Associations-prétextes
«Sinon, on se retrouve dans des assoc’ prétextes», explique Leila. Il s’agit souvent de groupes liés au VIH-sida ou aux problèmes de dépendances; notamment pour Leila, un groupe d’art-thérapie s’adressant en principe aux personnes séropositives: «Comme par hasard, il y a des gens qui n’ont pas le sida. Ils sont là parce qu’ils sont homos et lesbiennes.» Pour avoir la paix, Leila construit son réseau par le chat. «Internet, c’est la grande chance des gays et lesbiennes. Comme ça, on sait qu’on n’est pas seuls. On reste en contact.»

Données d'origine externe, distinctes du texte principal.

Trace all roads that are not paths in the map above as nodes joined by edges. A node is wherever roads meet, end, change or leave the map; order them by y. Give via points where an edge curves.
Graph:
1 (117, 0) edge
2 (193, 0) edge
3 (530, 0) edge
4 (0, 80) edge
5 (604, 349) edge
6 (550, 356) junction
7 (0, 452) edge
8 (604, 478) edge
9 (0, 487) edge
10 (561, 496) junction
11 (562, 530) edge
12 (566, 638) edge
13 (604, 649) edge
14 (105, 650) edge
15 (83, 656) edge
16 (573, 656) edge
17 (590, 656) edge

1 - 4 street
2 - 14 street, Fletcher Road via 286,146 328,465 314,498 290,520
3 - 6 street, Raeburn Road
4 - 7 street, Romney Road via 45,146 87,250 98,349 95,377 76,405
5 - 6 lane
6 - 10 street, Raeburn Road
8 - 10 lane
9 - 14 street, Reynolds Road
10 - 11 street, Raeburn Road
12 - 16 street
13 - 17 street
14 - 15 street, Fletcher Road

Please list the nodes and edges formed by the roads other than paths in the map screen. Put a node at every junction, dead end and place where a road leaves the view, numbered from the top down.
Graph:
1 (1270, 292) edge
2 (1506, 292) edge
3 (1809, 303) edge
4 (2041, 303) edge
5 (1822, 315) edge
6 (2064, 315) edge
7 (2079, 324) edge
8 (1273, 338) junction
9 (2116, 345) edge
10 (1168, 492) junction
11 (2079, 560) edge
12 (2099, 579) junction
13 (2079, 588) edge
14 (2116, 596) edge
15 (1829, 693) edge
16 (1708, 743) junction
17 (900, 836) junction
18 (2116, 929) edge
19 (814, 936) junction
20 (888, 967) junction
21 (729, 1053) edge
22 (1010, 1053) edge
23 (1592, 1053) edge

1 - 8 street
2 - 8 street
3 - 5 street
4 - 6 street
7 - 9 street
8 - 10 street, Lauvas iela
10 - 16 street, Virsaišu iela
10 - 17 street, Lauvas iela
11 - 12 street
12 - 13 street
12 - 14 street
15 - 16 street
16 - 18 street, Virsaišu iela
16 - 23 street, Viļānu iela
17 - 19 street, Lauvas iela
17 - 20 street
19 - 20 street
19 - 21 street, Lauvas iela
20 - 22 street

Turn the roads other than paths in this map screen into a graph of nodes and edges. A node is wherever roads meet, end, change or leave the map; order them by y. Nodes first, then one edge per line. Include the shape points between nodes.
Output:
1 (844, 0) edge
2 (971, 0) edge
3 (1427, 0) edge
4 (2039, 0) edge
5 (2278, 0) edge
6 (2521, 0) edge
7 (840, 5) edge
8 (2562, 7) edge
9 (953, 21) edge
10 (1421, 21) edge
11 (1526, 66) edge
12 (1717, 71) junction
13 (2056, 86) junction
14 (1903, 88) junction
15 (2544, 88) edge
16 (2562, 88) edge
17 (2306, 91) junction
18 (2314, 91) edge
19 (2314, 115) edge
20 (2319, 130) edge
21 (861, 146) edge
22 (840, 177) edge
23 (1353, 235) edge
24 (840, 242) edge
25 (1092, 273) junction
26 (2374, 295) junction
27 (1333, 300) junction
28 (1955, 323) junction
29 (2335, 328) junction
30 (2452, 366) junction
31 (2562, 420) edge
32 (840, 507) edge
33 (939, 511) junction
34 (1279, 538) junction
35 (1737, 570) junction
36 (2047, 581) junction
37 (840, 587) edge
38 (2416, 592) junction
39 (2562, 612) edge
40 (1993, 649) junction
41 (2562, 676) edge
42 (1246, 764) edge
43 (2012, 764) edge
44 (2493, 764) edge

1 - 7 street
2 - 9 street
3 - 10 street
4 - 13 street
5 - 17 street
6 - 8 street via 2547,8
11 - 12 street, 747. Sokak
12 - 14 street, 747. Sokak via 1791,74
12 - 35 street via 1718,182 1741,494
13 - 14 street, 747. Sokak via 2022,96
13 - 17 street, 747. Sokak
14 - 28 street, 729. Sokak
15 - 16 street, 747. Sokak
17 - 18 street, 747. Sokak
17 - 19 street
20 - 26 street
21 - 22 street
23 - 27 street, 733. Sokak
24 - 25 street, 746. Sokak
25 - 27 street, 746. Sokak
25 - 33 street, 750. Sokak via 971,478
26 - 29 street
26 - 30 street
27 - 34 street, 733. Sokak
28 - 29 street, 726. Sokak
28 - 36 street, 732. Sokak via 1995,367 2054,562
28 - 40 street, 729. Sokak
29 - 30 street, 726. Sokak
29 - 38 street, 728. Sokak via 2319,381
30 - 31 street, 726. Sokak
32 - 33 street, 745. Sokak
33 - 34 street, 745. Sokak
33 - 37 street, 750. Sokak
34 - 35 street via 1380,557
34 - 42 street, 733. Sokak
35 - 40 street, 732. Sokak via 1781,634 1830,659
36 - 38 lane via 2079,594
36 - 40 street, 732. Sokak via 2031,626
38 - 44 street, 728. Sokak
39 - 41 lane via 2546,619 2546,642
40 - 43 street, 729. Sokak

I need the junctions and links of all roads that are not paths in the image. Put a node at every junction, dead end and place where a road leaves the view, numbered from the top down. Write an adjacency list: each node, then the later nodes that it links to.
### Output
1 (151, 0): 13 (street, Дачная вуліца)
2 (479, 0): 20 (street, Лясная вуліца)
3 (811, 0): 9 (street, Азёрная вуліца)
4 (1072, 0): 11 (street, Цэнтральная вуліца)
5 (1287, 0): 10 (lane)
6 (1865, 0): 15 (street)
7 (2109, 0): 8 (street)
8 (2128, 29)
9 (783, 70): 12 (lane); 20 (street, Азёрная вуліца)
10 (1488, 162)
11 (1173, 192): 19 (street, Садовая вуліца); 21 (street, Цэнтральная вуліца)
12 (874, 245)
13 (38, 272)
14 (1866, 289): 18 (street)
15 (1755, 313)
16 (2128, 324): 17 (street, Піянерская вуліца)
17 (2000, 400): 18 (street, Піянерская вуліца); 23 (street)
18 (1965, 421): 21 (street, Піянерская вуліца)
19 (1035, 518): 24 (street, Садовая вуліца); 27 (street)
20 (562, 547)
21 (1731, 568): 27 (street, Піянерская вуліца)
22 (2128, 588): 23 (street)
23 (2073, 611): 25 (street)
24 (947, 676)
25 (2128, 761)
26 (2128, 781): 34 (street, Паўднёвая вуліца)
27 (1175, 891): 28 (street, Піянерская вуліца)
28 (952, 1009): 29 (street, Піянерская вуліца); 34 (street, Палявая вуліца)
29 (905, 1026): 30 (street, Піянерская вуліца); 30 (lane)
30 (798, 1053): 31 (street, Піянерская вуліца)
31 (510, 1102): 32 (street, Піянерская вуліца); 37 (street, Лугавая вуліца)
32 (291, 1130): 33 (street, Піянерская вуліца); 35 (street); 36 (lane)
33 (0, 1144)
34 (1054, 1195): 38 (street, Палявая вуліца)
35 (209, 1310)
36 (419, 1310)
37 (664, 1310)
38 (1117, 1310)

Les émeutes d’octobre-novembre 2005 ont replacé au centre des préoccupations des mouvements LGBT locaux et nationaux le sort des gays et lesbiennes dans les quartiers. Des événements que l’association SOS Homophobie n’ont toutefois pas attendus pour établir une ligne d’écoute permettant d’identifier les problèmes spécifiques aux gays et lesbiennes des «quartiers». Menée depuis le début de l’année 2005, l’opération doit aboutir à une enquête sur l’homophobie dans les banlieues, à paraître fin 2006.